━━━ Data shown ━━━

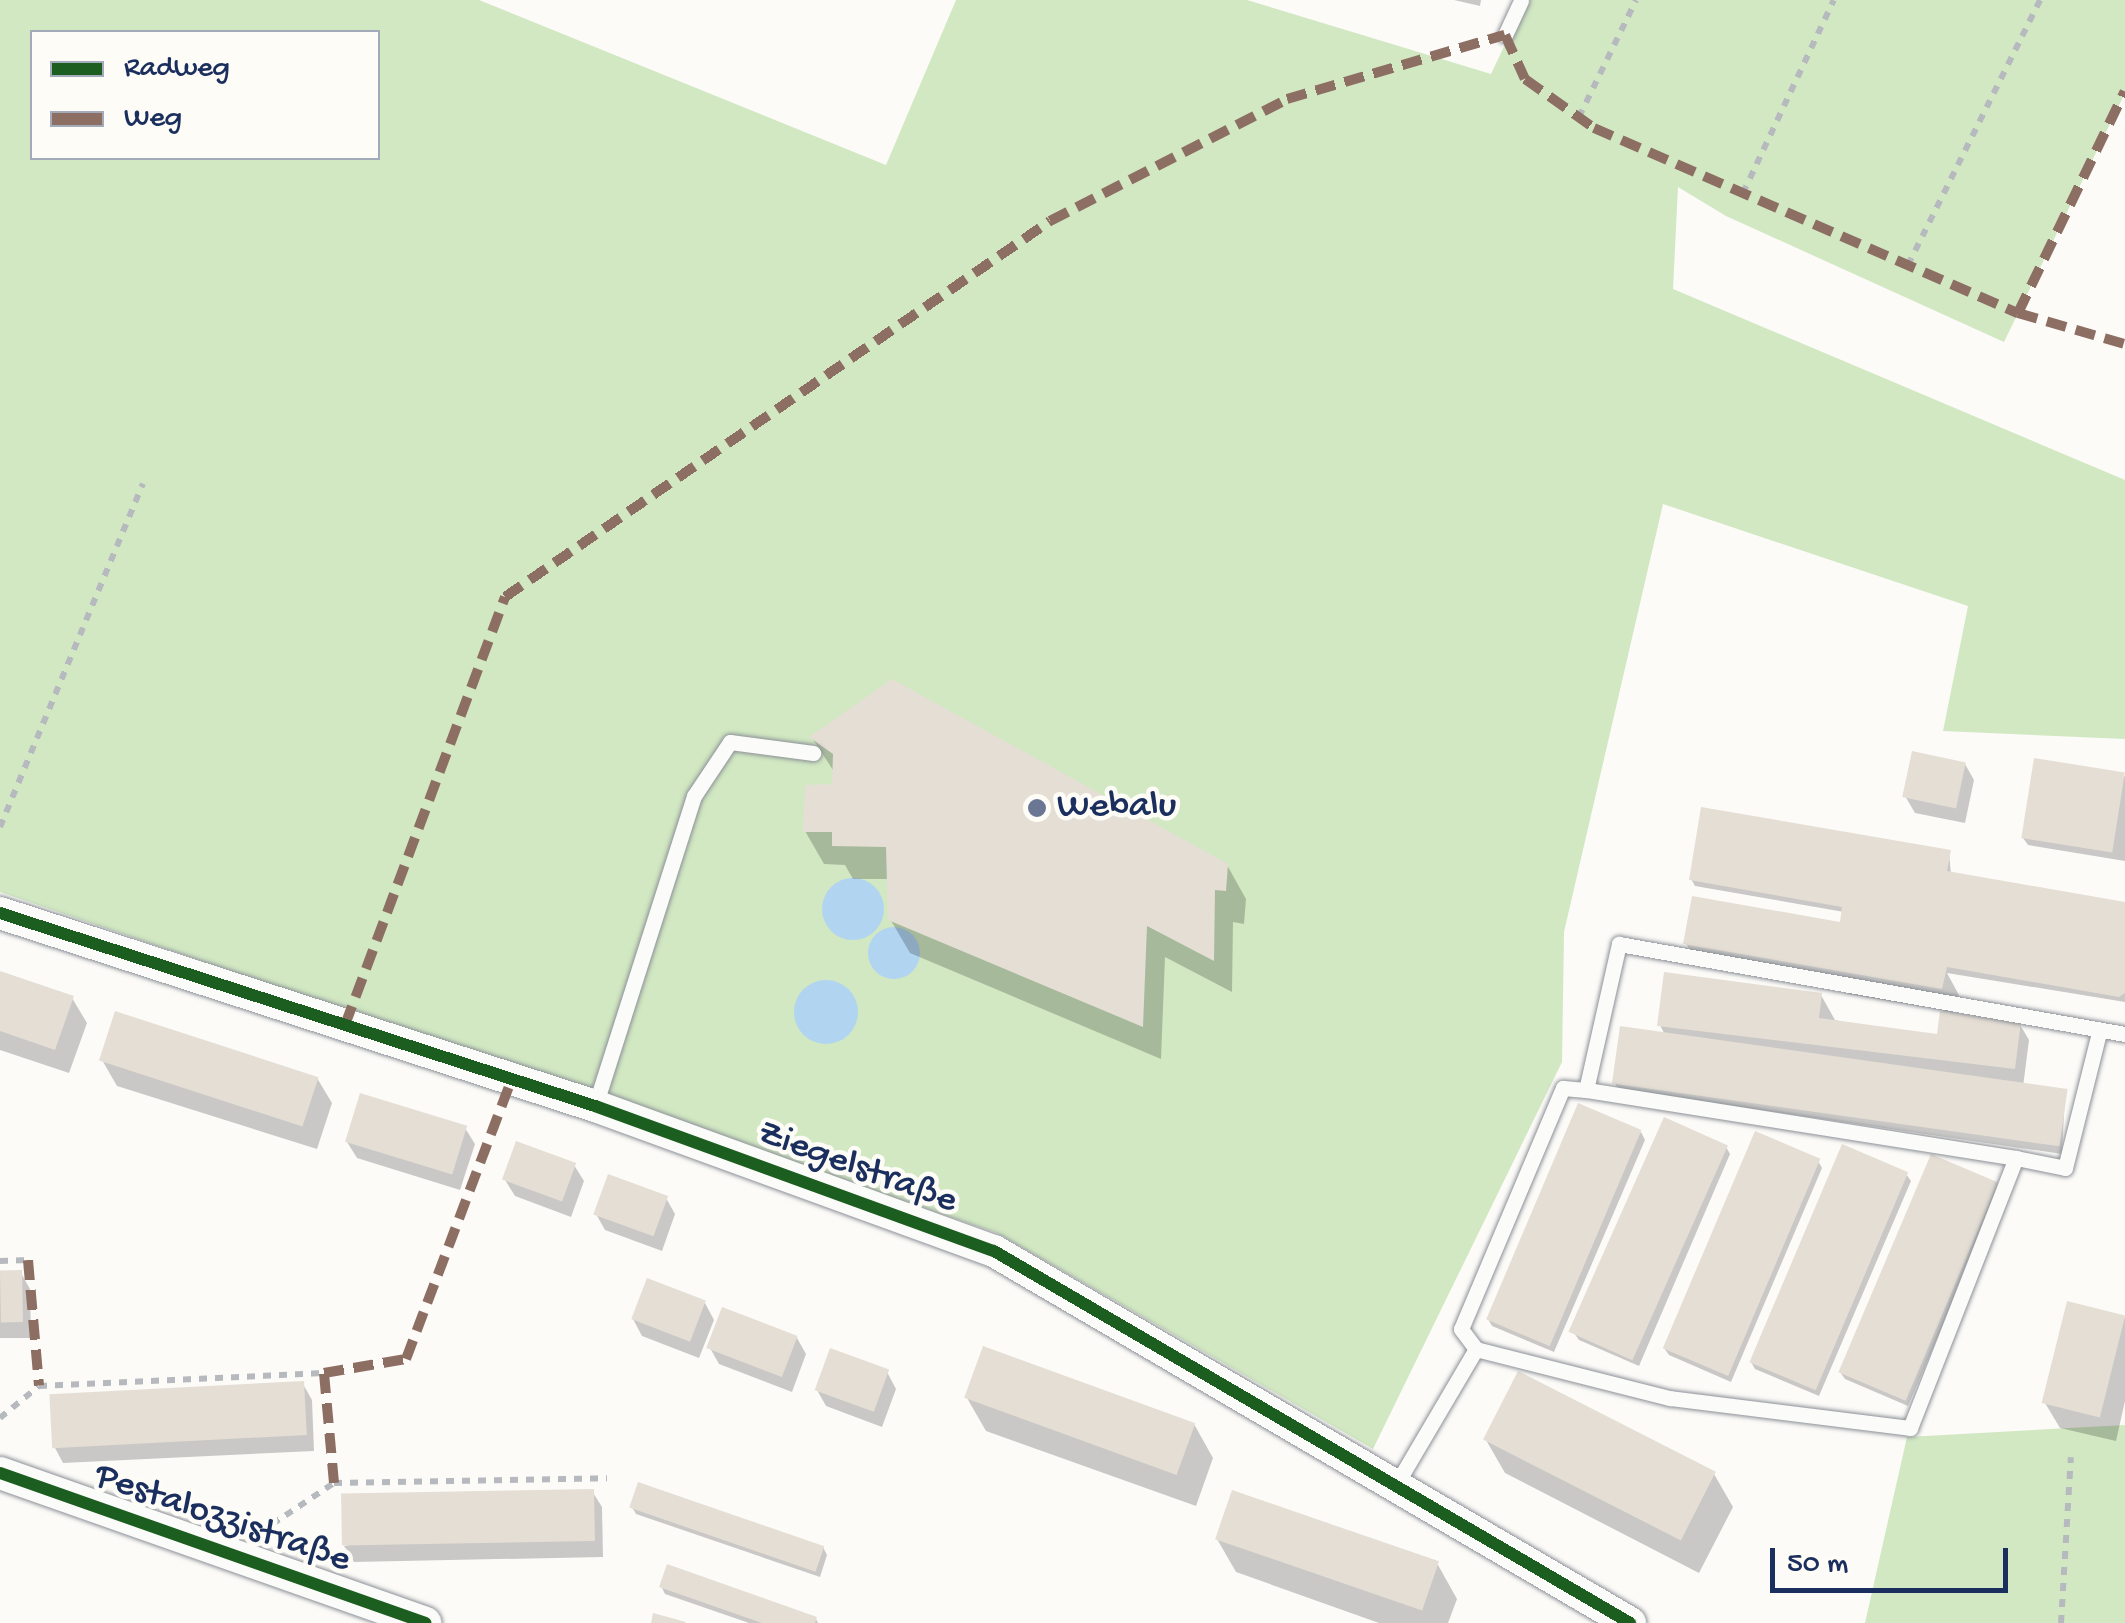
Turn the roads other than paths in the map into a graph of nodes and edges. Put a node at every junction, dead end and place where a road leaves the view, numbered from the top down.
1 (1521, 0) edge
2 (1505, 35) dead end
3 (813, 753) dead end
4 (0, 913) edge
5 (2099, 1033) junction
6 (2125, 1034) edge
7 (1586, 1090) junction
8 (595, 1106) junction
9 (2016, 1158) junction
10 (1476, 1349) junction
11 (0, 1472) edge
12 (1397, 1483) junction
13 (425, 1623) edge
14 (1630, 1623) edge

1 - 2 lane
3 - 8 lane
4 - 8 street, Ziegelstraße
5 - 6 lane
5 - 7 lane
5 - 9 lane
7 - 9 lane
7 - 10 lane
8 - 12 street, Ziegelstraße
9 - 10 lane
10 - 12 lane
11 - 13 street, Pestalozzistraße
12 - 14 street, Ziegelstraße

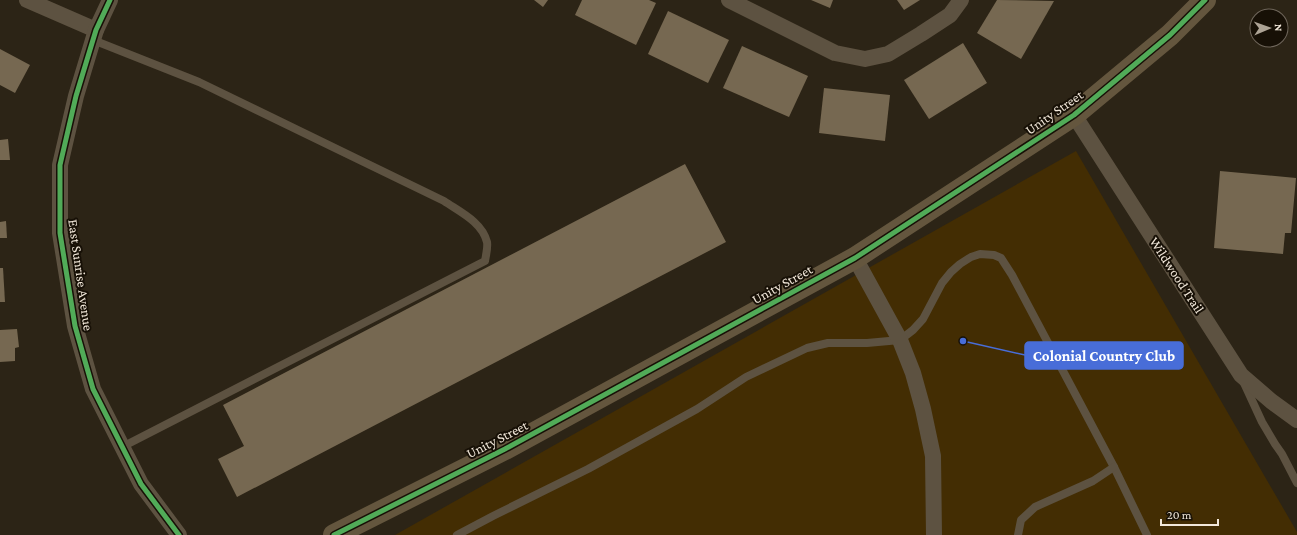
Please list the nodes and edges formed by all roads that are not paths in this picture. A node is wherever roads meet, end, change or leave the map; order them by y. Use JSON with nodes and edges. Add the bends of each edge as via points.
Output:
{"nodes":[{"id":1,"x":27,"y":0,"type":"edge"},
{"id":2,"x":110,"y":0,"type":"edge"},
{"id":3,"x":729,"y":0,"type":"edge"},
{"id":4,"x":962,"y":0,"type":"edge"},
{"id":5,"x":1205,"y":0,"type":"edge"},
{"id":6,"x":95,"y":35,"type":"junction"},
{"id":7,"x":1074,"y":115,"type":"junction"},
{"id":8,"x":855,"y":258,"type":"junction"},
{"id":9,"x":900,"y":340,"type":"junction"},
{"id":10,"x":1241,"y":375,"type":"junction"},
{"id":11,"x":1297,"y":420,"type":"edge"},
{"id":12,"x":122,"y":447,"type":"junction"},
{"id":13,"x":1114,"y":467,"type":"junction"},
{"id":14,"x":1297,"y":483,"type":"edge"},
{"id":15,"x":179,"y":535,"type":"edge"},
{"id":16,"x":334,"y":535,"type":"edge"},
{"id":17,"x":457,"y":535,"type":"edge"},
{"id":18,"x":934,"y":535,"type":"edge"},
{"id":19,"x":1018,"y":535,"type":"edge"},
{"id":20,"x":1147,"y":535,"type":"edge"}],
"edges":[{"from":1,"to":6,"type":"street"},
{"from":2,"to":6,"type":"street","name":"East Sunrise Avenue"},
{"from":3,"to":4,"type":"street","via":[[835,53],[865,59],[888,54],[921,34],[950,15]]},
{"from":5,"to":7,"type":"street","name":"Unity Street","via":[[1170,35]]},
{"from":6,"to":12,"type":"street","name":"East Sunrise Avenue","via":[[76,96],[60,165],[60,233],[77,333],[93,389]]},
{"from":6,"to":12,"type":"lane","via":[[199,82],[444,201],[475,222],[483,231],[487,243],[485,261]]},
{"from":7,"to":8,"type":"street","name":"Unity Street"},
{"from":7,"to":10,"type":"street","name":"Wildwood Trail"},
{"from":8,"to":9,"type":"street"},
{"from":8,"to":16,"type":"street","name":"Unity Street","via":[[505,449]]},
{"from":9,"to":13,"type":"lane","via":[[923,319],[942,283],[960,264],[980,254],[1001,258]]},
{"from":9,"to":17,"type":"lane","via":[[828,343],[807,348],[746,377],[697,409],[588,469]]},
{"from":9,"to":18,"type":"street","via":[[924,409],[933,456]]},
{"from":10,"to":11,"type":"street","name":"Wildwood Trail"},
{"from":10,"to":14,"type":"lane","via":[[1262,422]]},
{"from":12,"to":15,"type":"street","name":"East Sunrise Avenue","via":[[141,484]]},
{"from":13,"to":19,"type":"lane","via":[[1093,481],[1035,507],[1021,520]]},
{"from":13,"to":20,"type":"lane"}]}
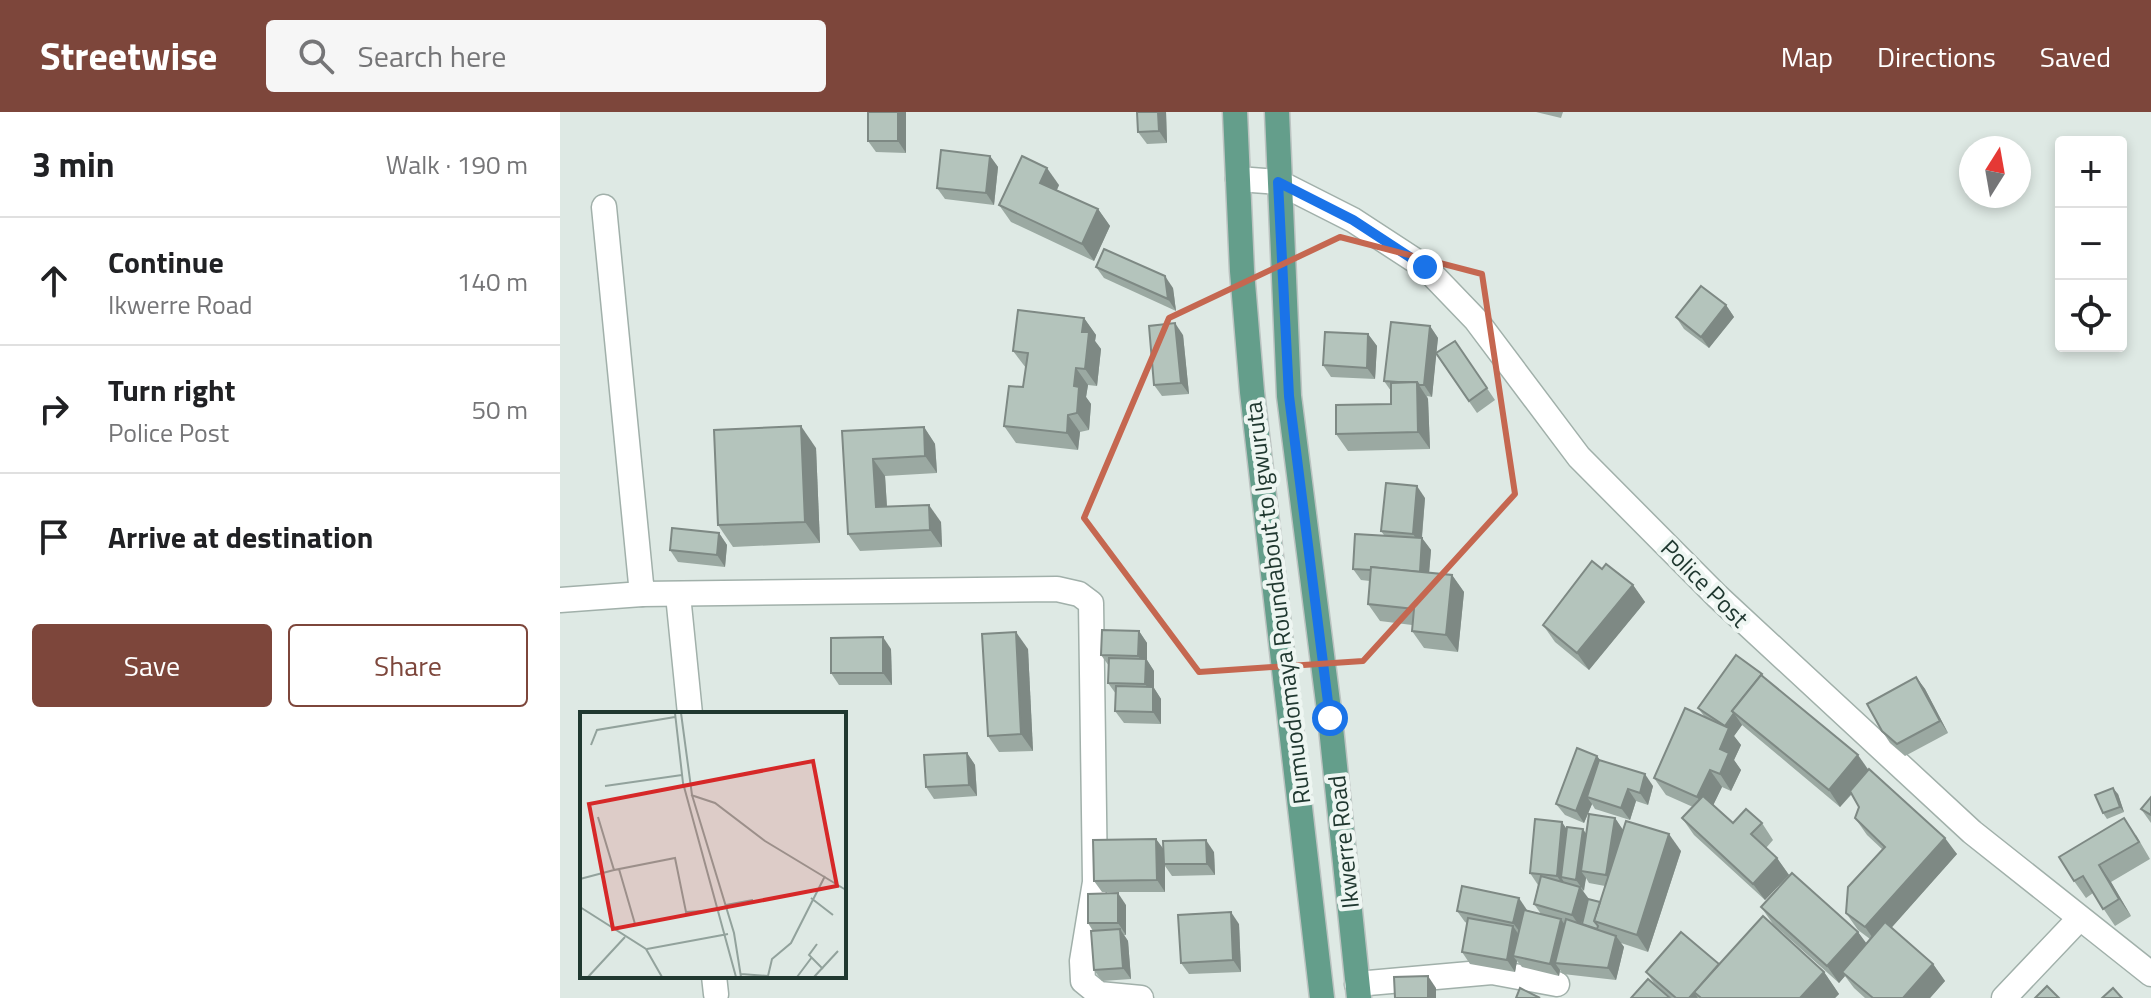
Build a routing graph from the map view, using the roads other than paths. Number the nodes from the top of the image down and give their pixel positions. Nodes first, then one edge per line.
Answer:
1 (1235, 112) edge
2 (1277, 112) edge
3 (1238, 179) junction
4 (1278, 182) junction
5 (604, 207) dead end
6 (642, 594) junction
7 (678, 595) junction
8 (560, 600) edge
9 (690, 712) edge
10 (2079, 919) junction
11 (2149, 968) edge
12 (1557, 984) dead end
13 (1358, 991) edge
14 (1141, 998) edge
15 (1322, 998) edge
16 (2004, 998) edge

1 - 3 main road, Rumuodomaya Roundabout to Igwuruta
2 - 4 main road, Ikwerre Road
3 - 4 street
3 - 15 main road, Rumuodomaya Roundabout to Igwuruta
4 - 10 street, Police Post
4 - 13 main road, Ikwerre Road
5 - 6 street
6 - 7 street
6 - 8 street
7 - 9 street
7 - 14 street
10 - 11 street, Police Post
10 - 16 street
12 - 13 street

━━━

▶ _What this task involves_
Copy all lines from the entries that contain the word "view".

▶ _Output of the exercise_
Turn the roads other than paths in the map into a graph of nodes and edges. Put a node at every junction, dead end and place where a road leaves the view, numbered from the top down.
Build a routing graph from the map view, using the roads other than paths. Number the nodes from the top of the image down and give their pixel positions. Nodes first, then one edge per line.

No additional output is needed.